Look through the material below and give the number of lines holding "dead", with no other words.

========================================

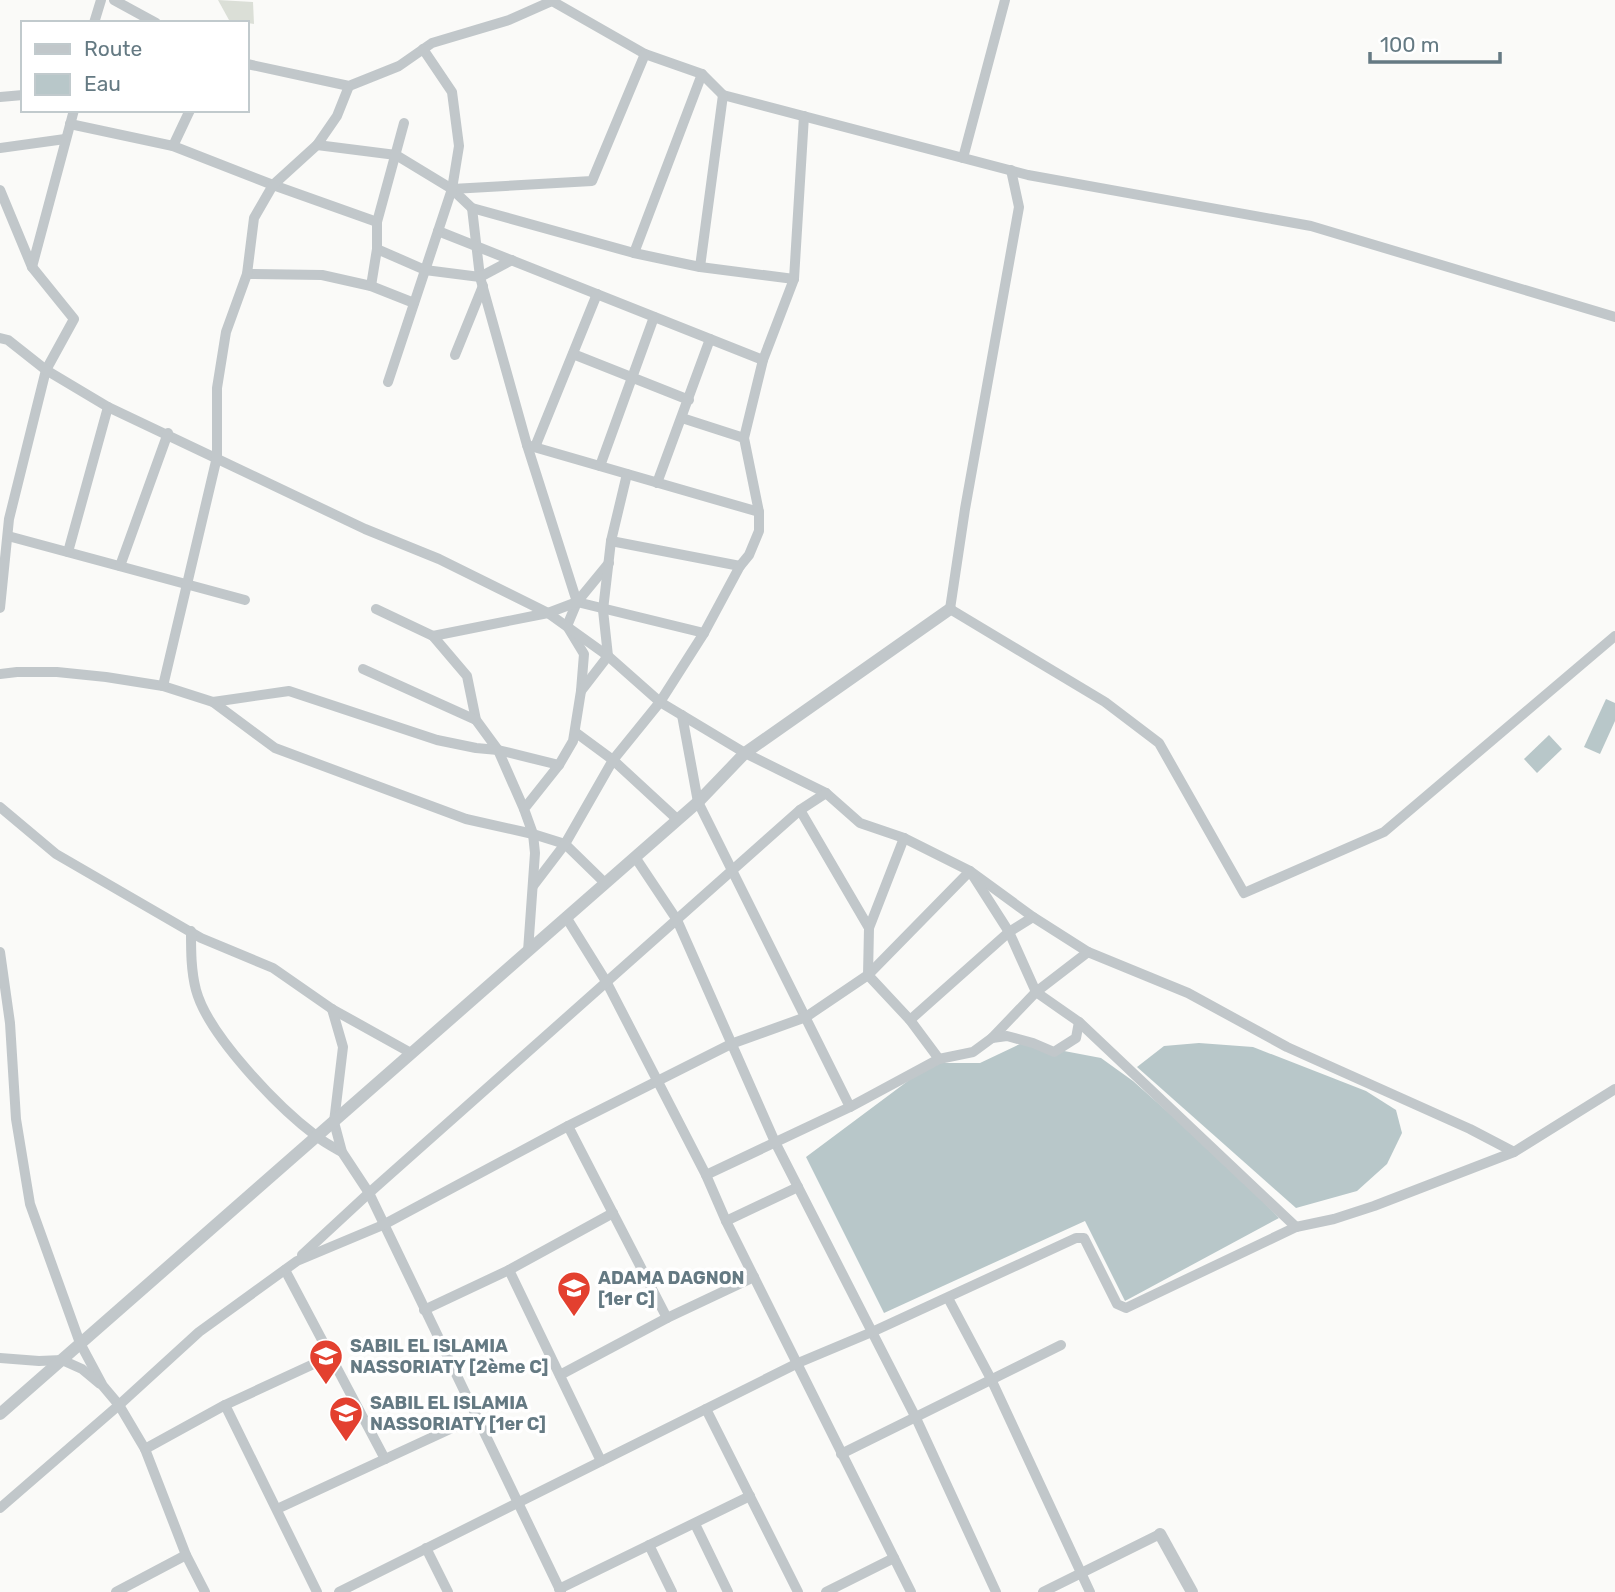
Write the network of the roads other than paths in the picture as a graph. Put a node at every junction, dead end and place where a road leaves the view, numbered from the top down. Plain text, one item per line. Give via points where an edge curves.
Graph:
1 (100, 0) edge
2 (114, 0) edge
3 (1005, 0) edge
4 (95, 21) edge
5 (152, 21) edge
6 (423, 49) junction
7 (645, 54) junction
8 (248, 64) edge
9 (702, 74) junction
10 (349, 86) junction
11 (21, 95) edge
12 (723, 95) junction
13 (0, 97) edge
14 (74, 112) edge
15 (189, 112) edge
16 (804, 116) junction
17 (404, 123) dead end
18 (71, 124) junction
19 (65, 139) junction
20 (317, 145) junction
21 (173, 146) junction
22 (0, 148) edge
23 (396, 155) junction
24 (963, 158) junction
25 (1011, 170) junction
26 (273, 185) junction
27 (452, 189) junction
28 (0, 190) edge
29 (472, 208) junction
30 (377, 222) junction
31 (438, 230) junction
32 (475, 245) junction
33 (377, 249) junction
34 (634, 253) junction
35 (512, 260) junction
36 (32, 267) junction
37 (700, 267) junction
38 (425, 270) junction
39 (247, 274) junction
40 (794, 279) junction
41 (482, 281) junction
42 (371, 286) junction
43 (597, 294) junction
44 (414, 303) junction
45 (654, 317) junction
46 (1615, 317) edge
47 (0, 338) edge
48 (709, 339) junction
49 (573, 354) junction
50 (455, 355) dead end
51 (762, 360) junction
52 (46, 370) junction
53 (632, 377) junction
54 (388, 382) dead end
55 (689, 400) junction
56 (108, 407) junction
57 (682, 418) junction
58 (168, 433) junction
59 (744, 438) junction
60 (531, 446) junction
61 (217, 457) junction
62 (600, 466) junction
63 (626, 474) junction
64 (657, 482) junction
65 (759, 512) junction
66 (4, 518) edge
67 (8, 536) junction
68 (611, 541) junction
69 (68, 552) junction
70 (610, 563) junction
71 (120, 566) junction
72 (740, 566) junction
73 (189, 584) junction
74 (245, 600) dead end
75 (576, 602) junction
76 (0, 608) edge
77 (376, 609) dead end
78 (950, 609) junction
79 (603, 610) junction
80 (548, 613) junction
81 (567, 626) junction
82 (704, 633) junction
83 (433, 636) junction
84 (1615, 636) edge
85 (608, 656) junction
86 (363, 669) dead end
87 (0, 674) edge
88 (163, 686) junction
89 (582, 691) junction
90 (213, 702) junction
91 (660, 702) junction
92 (681, 715) junction
93 (476, 720) junction
94 (575, 732) junction
95 (498, 750) junction
96 (746, 753) junction
97 (613, 760) junction
98 (559, 765) junction
99 (826, 793) junction
100 (698, 802) junction
101 (0, 807) edge
102 (524, 808) junction
103 (800, 810) junction
104 (678, 820) junction
105 (533, 834) junction
106 (904, 838) junction
107 (565, 844) junction
108 (635, 857) junction
109 (734, 870) junction
110 (970, 871) junction
111 (605, 884) junction
112 (533, 886) junction
113 (566, 917) junction
114 (1033, 917) junction
115 (677, 920) junction
116 (869, 929) junction
117 (191, 931) junction
118 (1009, 932) junction
119 (528, 951) junction
120 (0, 952) edge
121 (1088, 952) junction
122 (868, 975) junction
123 (607, 983) junction
124 (1036, 992) junction
125 (332, 1009) junction
126 (0, 1011) edge
127 (806, 1017) junction
128 (910, 1020) junction
129 (1079, 1022) junction
130 (10, 1023) junction
131 (992, 1038) junction
132 (731, 1044) junction
133 (411, 1053) junction
134 (939, 1059) junction
135 (657, 1081) junction
136 (1615, 1089) edge
137 (850, 1107) junction
138 (334, 1122) junction
139 (568, 1126) junction
140 (316, 1136) junction
141 (775, 1142) junction
142 (1514, 1152) junction
143 (342, 1153) junction
144 (706, 1175) junction
145 (798, 1187) junction
146 (369, 1193) junction
147 (613, 1213) junction
148 (726, 1221) junction
149 (383, 1226) junction
150 (1296, 1227) junction
151 (297, 1261) junction
152 (509, 1269) junction
153 (285, 1270) junction
154 (754, 1276) junction
155 (948, 1298) junction
156 (424, 1310) junction
157 (667, 1318) junction
158 (872, 1332) junction
159 (80, 1343) junction
160 (1061, 1345) dead end
161 (331, 1356) junction
162 (0, 1358) edge
163 (62, 1360) junction
164 (798, 1363) junction
165 (560, 1375) junction
166 (991, 1379) junction
167 (103, 1386) junction
168 (119, 1405) junction
169 (225, 1405) junction
170 (706, 1409) junction
171 (0, 1414) edge
172 (475, 1417) junction
173 (916, 1418) junction
174 (145, 1449) junction
175 (841, 1454) junction
176 (385, 1459) junction
177 (601, 1461) junction
178 (750, 1496) junction
179 (516, 1502) junction
180 (0, 1508) edge
181 (277, 1509) junction
182 (695, 1524) junction
183 (1160, 1534) joint
184 (649, 1545) junction
185 (426, 1548) junction
186 (186, 1555) junction
187 (894, 1558) junction
188 (1080, 1574) junction
189 (560, 1591) edge
190 (116, 1592) edge
191 (205, 1592) edge
192 (317, 1592) edge
193 (339, 1592) edge
194 (448, 1592) edge
195 (672, 1592) edge
196 (728, 1592) edge
197 (797, 1592) edge
198 (826, 1592) edge
199 (911, 1592) edge
200 (996, 1592) edge
201 (1043, 1592) edge
202 (1090, 1592) edge
203 (1192, 1592) edge

1 - 4 street
2 - 5 street
3 - 24 street
6 - 7 street via 552,1
6 - 10 street via 399,66
6 - 27 street via 452,92 460,146
7 - 9 street
7 - 27 street via 592,181
8 - 10 street
9 - 12 street
9 - 34 street
10 - 20 street via 337,116
11 - 13 street
12 - 16 street
12 - 37 street
14 - 18 street
15 - 21 street
16 - 24 street
16 - 40 street
17 - 23 street
18 - 19 street
18 - 21 street
19 - 22 street
19 - 36 street
20 - 23 street
20 - 26 street
21 - 26 street
23 - 27 street
23 - 30 street
24 - 25 street
25 - 46 street via 1311,226
25 - 78 street via 1019,207
26 - 30 street
26 - 39 street via 254,218
27 - 29 street
27 - 31 street
28 - 36 street
29 - 32 street
29 - 34 street
30 - 33 street
31 - 32 street
31 - 38 street
32 - 35 street
32 - 41 street
33 - 38 street
33 - 42 street
34 - 37 street
35 - 41 street
35 - 43 street
36 - 52 street via 74,319
37 - 40 street
38 - 41 street
38 - 44 street
39 - 42 street via 322,275
39 - 61 street via 226,332 217,388
40 - 51 street
41 - 50 street
41 - 60 street
42 - 44 street
43 - 45 street
43 - 49 street
44 - 54 street
45 - 48 street
45 - 53 street
47 - 52 street
48 - 51 street
48 - 55 street
49 - 53 street
49 - 60 street
51 - 59 street
52 - 56 street
52 - 66 street
53 - 55 street
53 - 62 street
55 - 57 street
56 - 58 street
56 - 69 street
57 - 59 street
57 - 64 street
58 - 61 street
58 - 71 street
59 - 65 street
60 - 62 street
60 - 75 street
61 - 73 street
61 - 80 street
62 - 63 street
63 - 64 street
63 - 68 street
64 - 65 street
65 - 72 street via 759,531
66 - 67 street
67 - 69 street
67 - 76 street
68 - 70 street
68 - 72 street
69 - 71 street
70 - 75 street
70 - 79 street
71 - 73 street
72 - 82 street
73 - 74 street
73 - 88 street
75 - 79 street
75 - 80 street
75 - 81 street
77 - 83 street
78 - 84 street via 1105,702 1159,743 1244,893 1384,832
78 - 96 street
79 - 82 street
79 - 85 street
80 - 81 street
80 - 83 street
81 - 85 street
81 - 89 street via 584,654
82 - 91 street
83 - 93 street via 467,676
85 - 89 street
85 - 91 street
86 - 93 street
87 - 88 street via 57,672
88 - 90 street
89 - 94 street
90 - 95 street via 289,691 438,740
90 - 105 street via 275,748 466,819
91 - 92 street
91 - 97 street
92 - 96 street
92 - 100 street
93 - 95 street
94 - 97 street
94 - 98 street
95 - 98 street
95 - 102 street
96 - 99 street
96 - 100 street
97 - 104 street
97 - 107 street
98 - 102 street
99 - 103 street
99 - 106 street via 860,823
100 - 104 street
100 - 109 street
101 - 117 street via 56,854
102 - 105 street
103 - 109 street
103 - 116 street
104 - 108 street
105 - 107 street
105 - 112 street
106 - 110 street
106 - 116 street
107 - 111 street
107 - 112 street
108 - 111 street
108 - 115 street
109 - 115 street
109 - 127 street
110 - 114 street
110 - 118 street
110 - 122 street
111 - 113 street
112 - 119 street
113 - 119 street
113 - 123 street
114 - 118 street
114 - 121 street
115 - 123 street
115 - 132 street
116 - 122 street
117 - 125 street via 272,968
117 - 140 street via 197,993 213,1026 253,1078
118 - 124 street
118 - 128 street
119 - 133 street
120 - 130 street
121 - 124 street
121 - 142 street via 1188,993 1287,1047
122 - 127 street
122 - 128 street
123 - 135 street
123 - 146 street
124 - 129 street
124 - 131 street
125 - 133 street
125 - 138 street via 343,1047
126 - 130 street
127 - 132 street
127 - 137 street
128 - 134 street
129 - 131 street via 1076,1038 1054,1052 1007,1036
129 - 150 street
130 - 159 street via 16,1119 30,1205
131 - 134 street via 973,1052
132 - 135 street
132 - 141 street
133 - 138 street
134 - 137 street
135 - 139 street
135 - 144 street
136 - 142 street
137 - 141 street
138 - 140 street
138 - 143 street
139 - 147 street
139 - 149 street
140 - 143 street
140 - 159 street
141 - 144 street
141 - 145 street
142 - 150 street via 1374,1206
143 - 146 street
144 - 148 street
145 - 148 street
145 - 158 street
146 - 149 street
146 - 151 street
147 - 152 street
147 - 157 street
148 - 154 street
149 - 151 street
149 - 156 street
150 - 155 street via 1126,1308 1117,1304 1084,1238
151 - 153 street
152 - 156 street
152 - 165 street
153 - 161 street
153 - 168 street via 198,1332
154 - 157 street
154 - 164 street
155 - 158 street
155 - 166 street
156 - 172 street
157 - 165 street
158 - 164 street
158 - 173 street
159 - 163 street
159 - 167 street
160 - 166 street
161 - 169 street
161 - 176 street
162 - 163 street
163 - 167 street
163 - 171 street
164 - 170 street
164 - 175 street
165 - 177 street
166 - 173 street
166 - 188 street
167 - 168 street
168 - 174 street
168 - 180 street
169 - 174 street
169 - 181 street
170 - 177 street
170 - 178 street
172 - 176 street
172 - 179 street
173 - 175 street
173 - 200 street
174 - 186 street
175 - 187 street
176 - 181 street
177 - 179 street
178 - 182 street
178 - 197 street
179 - 185 street
179 - 189 street
181 - 192 street
182 - 184 street
182 - 196 street
183 - 188 street
183 - 203 street
184 - 189 street
184 - 195 street
185 - 193 street
185 - 194 street
186 - 190 street
186 - 191 street
187 - 198 street
187 - 199 street
188 - 201 street
188 - 202 street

========================================

FINISHED EXERCISE – 8